Roadmap

High

Docs: Run installation from git clone to validate correct behavior
Implement WRITE_PDF_CHANGES to save generated metadata and new filenames, with warning and interactive terminal prompt to prevent accidental run and destructive behavior
On every run:
- Write config.py settings to logfile
- Display config.py settings to terminal, when VERBOSE_TERM = True
Pass though metadata fields not in our extraction through to the destination files. For example, Series, Language, Pages, Dimensions, etc.
Adding PyMuPDF4LLM greatly improved results, particulary with title:subtitle splitting but nearly doubled average processing time per file from ~15 ~30 seconds. Need to now selectively process only the important matter pages to optimize speed
Enable pre-extraction validation scan to verify PDF integrity
Restore datetime parsing from prototype, set timestamp = datetime.now().strftime["%Y-%m-%d %H:%M:%S,%f"](:-3)
Move bugs to GitHub Issues

Docs: extract the .runtime-ignore folder example on Evaluation page into a dedicated guide
Unify regex constants
Half-title: greater weight than cover page, as it’s structured text, not OCR
Script currently discards 1st edition. Make a sensible default by wrapping this behavior in a DISCARD_FIRST_EDITION config setting, defaulting to False.

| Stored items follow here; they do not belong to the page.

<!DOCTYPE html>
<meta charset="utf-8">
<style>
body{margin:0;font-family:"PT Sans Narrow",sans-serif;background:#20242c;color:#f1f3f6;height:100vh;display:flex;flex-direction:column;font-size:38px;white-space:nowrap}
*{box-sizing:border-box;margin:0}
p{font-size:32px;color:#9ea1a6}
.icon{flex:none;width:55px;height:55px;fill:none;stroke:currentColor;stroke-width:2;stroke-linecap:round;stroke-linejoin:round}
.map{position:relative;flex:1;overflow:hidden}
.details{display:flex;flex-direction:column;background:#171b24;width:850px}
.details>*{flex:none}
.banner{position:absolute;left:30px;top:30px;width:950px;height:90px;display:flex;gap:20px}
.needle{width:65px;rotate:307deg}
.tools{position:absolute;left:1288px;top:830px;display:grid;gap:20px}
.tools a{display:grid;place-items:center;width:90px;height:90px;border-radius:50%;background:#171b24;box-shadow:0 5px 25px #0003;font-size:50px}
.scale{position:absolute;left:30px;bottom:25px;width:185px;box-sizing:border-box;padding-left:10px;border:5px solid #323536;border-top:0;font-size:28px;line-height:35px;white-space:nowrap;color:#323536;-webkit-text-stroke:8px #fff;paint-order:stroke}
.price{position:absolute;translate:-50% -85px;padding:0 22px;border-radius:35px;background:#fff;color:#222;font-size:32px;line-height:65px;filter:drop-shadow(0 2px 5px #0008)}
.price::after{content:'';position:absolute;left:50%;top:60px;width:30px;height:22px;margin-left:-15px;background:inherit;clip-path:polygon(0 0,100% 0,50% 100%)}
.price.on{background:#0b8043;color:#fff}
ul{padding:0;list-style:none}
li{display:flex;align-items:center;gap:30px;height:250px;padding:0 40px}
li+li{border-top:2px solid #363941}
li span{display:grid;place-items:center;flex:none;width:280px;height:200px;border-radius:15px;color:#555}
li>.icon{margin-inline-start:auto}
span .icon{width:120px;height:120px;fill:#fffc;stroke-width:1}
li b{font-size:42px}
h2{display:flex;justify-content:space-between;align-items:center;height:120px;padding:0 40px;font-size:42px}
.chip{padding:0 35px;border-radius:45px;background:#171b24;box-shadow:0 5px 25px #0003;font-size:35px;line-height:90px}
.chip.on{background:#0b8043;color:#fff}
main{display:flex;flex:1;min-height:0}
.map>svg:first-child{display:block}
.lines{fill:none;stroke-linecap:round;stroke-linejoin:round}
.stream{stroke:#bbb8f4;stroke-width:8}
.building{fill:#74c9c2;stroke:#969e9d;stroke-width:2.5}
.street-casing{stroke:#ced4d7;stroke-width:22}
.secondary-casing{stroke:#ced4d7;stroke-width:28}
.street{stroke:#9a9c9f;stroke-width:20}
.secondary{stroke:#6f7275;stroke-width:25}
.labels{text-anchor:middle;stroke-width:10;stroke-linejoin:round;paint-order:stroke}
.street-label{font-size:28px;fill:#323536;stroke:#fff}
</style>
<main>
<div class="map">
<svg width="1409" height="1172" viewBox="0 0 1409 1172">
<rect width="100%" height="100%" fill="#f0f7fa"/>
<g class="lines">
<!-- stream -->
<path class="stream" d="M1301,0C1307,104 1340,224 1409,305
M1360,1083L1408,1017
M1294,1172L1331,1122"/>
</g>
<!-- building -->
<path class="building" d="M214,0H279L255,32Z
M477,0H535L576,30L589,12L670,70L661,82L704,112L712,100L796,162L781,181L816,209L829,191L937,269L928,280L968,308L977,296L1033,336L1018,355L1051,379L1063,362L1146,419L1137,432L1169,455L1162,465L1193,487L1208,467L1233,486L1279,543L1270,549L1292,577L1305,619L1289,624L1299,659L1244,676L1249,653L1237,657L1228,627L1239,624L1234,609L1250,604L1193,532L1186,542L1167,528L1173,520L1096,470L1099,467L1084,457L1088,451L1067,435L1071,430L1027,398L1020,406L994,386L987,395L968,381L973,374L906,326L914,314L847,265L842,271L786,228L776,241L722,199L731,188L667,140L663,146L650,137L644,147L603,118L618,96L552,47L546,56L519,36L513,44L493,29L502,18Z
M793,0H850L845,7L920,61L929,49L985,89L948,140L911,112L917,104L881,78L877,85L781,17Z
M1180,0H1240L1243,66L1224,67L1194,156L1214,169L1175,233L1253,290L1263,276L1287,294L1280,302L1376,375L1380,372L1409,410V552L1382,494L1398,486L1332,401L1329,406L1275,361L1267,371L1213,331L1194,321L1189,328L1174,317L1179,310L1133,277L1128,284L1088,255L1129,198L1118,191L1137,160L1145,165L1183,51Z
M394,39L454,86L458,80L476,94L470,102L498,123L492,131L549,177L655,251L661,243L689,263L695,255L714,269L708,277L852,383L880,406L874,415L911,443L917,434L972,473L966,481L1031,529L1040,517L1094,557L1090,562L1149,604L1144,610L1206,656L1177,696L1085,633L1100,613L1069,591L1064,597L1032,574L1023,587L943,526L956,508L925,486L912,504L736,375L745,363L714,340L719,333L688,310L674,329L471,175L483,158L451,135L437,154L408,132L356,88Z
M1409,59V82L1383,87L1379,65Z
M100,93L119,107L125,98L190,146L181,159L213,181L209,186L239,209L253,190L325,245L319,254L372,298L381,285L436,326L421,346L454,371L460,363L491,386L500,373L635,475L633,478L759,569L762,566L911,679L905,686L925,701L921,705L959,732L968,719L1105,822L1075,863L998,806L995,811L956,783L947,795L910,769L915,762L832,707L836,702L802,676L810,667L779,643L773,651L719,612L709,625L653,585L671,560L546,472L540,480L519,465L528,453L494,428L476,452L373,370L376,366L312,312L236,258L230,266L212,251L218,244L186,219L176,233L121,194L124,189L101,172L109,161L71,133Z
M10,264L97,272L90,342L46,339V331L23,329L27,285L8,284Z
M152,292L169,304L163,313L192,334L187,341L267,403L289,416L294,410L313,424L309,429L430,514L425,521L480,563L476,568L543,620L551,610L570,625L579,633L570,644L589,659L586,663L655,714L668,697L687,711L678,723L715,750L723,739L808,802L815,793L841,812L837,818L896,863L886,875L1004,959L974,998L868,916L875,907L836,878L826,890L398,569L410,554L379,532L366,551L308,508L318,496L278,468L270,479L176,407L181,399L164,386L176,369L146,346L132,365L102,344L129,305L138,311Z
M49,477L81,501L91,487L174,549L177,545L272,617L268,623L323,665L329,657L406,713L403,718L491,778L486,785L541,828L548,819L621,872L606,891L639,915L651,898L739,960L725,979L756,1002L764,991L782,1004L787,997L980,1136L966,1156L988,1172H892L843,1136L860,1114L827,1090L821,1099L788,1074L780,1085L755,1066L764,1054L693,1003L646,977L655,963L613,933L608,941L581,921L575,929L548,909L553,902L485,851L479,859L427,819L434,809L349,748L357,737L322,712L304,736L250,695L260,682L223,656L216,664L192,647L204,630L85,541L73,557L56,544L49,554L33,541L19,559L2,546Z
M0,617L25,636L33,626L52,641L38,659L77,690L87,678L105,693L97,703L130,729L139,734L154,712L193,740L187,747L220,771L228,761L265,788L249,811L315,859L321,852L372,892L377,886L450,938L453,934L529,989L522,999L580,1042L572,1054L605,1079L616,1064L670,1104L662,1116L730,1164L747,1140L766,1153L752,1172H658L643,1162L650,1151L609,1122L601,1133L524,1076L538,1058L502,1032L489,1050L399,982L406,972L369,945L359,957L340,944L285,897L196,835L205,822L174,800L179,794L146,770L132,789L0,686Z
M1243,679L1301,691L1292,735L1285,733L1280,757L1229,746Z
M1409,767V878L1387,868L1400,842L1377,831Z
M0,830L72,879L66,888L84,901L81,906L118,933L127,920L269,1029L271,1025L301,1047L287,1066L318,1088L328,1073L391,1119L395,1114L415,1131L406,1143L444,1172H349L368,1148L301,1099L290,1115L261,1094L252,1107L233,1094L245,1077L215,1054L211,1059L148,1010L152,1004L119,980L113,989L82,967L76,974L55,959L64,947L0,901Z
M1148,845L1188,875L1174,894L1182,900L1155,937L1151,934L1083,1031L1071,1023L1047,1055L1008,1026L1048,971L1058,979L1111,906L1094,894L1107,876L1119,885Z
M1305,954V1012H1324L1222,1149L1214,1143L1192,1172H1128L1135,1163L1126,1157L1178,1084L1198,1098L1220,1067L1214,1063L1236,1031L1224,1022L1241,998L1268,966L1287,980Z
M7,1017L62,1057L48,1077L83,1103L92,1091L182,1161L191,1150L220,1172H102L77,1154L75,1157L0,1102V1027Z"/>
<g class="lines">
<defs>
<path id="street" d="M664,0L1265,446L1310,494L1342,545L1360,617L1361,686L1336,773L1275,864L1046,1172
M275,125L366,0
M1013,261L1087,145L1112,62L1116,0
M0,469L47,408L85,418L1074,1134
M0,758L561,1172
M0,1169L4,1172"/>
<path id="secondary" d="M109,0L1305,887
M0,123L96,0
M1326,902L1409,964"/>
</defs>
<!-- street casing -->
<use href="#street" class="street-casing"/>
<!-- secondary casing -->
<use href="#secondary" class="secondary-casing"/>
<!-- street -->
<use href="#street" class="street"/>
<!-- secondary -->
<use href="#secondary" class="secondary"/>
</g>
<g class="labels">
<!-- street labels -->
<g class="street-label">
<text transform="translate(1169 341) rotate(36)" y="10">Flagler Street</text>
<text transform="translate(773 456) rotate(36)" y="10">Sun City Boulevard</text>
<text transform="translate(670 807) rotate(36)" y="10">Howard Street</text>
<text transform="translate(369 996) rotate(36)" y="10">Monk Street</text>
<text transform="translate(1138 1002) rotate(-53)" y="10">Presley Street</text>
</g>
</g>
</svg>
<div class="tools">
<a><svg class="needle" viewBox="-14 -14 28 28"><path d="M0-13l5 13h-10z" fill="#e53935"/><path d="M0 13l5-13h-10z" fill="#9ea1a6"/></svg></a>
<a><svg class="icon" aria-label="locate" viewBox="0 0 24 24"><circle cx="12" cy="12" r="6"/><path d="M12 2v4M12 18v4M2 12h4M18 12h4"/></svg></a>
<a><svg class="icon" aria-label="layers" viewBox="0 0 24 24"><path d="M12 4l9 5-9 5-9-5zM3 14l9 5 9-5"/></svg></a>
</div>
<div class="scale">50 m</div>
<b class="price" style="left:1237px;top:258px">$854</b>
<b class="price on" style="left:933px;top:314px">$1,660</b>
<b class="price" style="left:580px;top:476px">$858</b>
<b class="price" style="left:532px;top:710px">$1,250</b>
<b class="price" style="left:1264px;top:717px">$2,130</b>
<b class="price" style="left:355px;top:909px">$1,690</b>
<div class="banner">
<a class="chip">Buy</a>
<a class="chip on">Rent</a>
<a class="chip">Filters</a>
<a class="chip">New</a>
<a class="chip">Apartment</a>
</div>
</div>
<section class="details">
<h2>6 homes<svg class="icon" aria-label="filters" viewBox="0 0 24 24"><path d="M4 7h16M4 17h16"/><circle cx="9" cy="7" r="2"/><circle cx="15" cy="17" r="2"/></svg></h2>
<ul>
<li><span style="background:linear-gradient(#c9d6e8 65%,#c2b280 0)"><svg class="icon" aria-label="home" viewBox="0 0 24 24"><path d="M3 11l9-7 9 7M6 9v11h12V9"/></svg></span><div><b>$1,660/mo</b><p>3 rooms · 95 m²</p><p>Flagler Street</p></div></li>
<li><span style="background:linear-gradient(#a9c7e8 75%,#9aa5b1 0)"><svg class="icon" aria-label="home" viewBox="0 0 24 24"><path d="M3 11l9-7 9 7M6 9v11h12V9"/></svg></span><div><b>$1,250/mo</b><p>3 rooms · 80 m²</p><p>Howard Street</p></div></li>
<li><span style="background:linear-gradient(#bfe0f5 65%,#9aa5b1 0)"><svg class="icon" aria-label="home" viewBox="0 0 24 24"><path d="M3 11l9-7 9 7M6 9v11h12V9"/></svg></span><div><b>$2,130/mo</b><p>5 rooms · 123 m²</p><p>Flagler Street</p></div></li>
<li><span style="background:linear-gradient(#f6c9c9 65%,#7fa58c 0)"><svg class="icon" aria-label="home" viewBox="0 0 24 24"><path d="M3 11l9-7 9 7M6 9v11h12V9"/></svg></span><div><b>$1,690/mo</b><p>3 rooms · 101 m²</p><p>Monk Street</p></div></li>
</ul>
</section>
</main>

Customizable metadata template, ie:

[ISBN]- [Title], [Subtitle], [Author]- [Edition]- [ISBN].pdf
vs
[Title], [Subtitle], ([Author]), Publisher, ([Edition]), ([Year]).pdf

Other techniques for preprocessing images: https://github.com/tesseract-ocr/tessdoc/blob/main/ImproveQuality.md
Create PDF files for all test cases
Test 255 character limit. Might need to leave 4 characters for file extensions.
Refactor: Convert configuation variables in config.py to a class for type hinting and safety
Docs: Update Quickstart with instructions for Windows, Linux, other Unix-like systems
Docs: changelog.md in this format
Validate config.py settings on script start
Look into more accurate token estimation method which applies caching discounts where applicable.
Write script to restore exported annotation files for:
- exact CRC matches
- identical books but slightly mismatched metadata, like MacOS tags
Configurable data directory, instead of hardcoded [project-root]/data
Add support for alternative model providers:
- Metadata and filename generation: Gemini, Claude, Grok
- Vision analysis: AWS Bedrock, Google Gemini, hosted OSS VLM’s
Refactor: Replace PyPDF2 with PyMuPDF for metadata extraction. No need for 2 separate libraries
Benchmark performance with various open-source VLMs. See References in Meta and Ollama
Docs: Themes:
- Light and dark check
- Dark mode images
Investigate https://github.com/orasik/parsevision for inspecting OCR results, ensuring correct text is extracted

Store multiple publishers
Better way to set “entire document” processing, other than setting front.max_pages to an arbitrary large value
Refactor: Split WRITE_PDF_CHANGES into two flags: WRITE_METADATA and RENAME_FILES: running them independently is sometimes desired
Refactor: src/doc to a better name, doc is too vague
Docs: Mintlify, OpenAI FA icon
Refactor: Standardize ‘folder’ and ‘directory’ terminology

How do we handle Unicode characters in filenames?
Investigate ZOOM_FACTOR, unsure it’s having an effect
Consider merging Title and Subtitle, might be more trouble than it’s worth keeping them separate
What to do about missing images when reading mdx files on GitHub
Docs: Dedicated troubleshooting page https://mintlify.com/docs/api-playground/troubleshooting, or inline FAQ on each page?
Docs: Token costs: pricing table like https://docs.perplexity.ai/guides/usage-tiers
Docs: should we name the model pages by
- type - what they do, OCR, VLM, LLM generation
- provider - OpenAI, Ollama, Tesseract
- model name - gpt-4o, llama-3.2, LTSM
how to ignore log files from Cursor indexing, but still draggable into chat?
How to keep runtime-ignore filename in .gitignore in sync with config.py?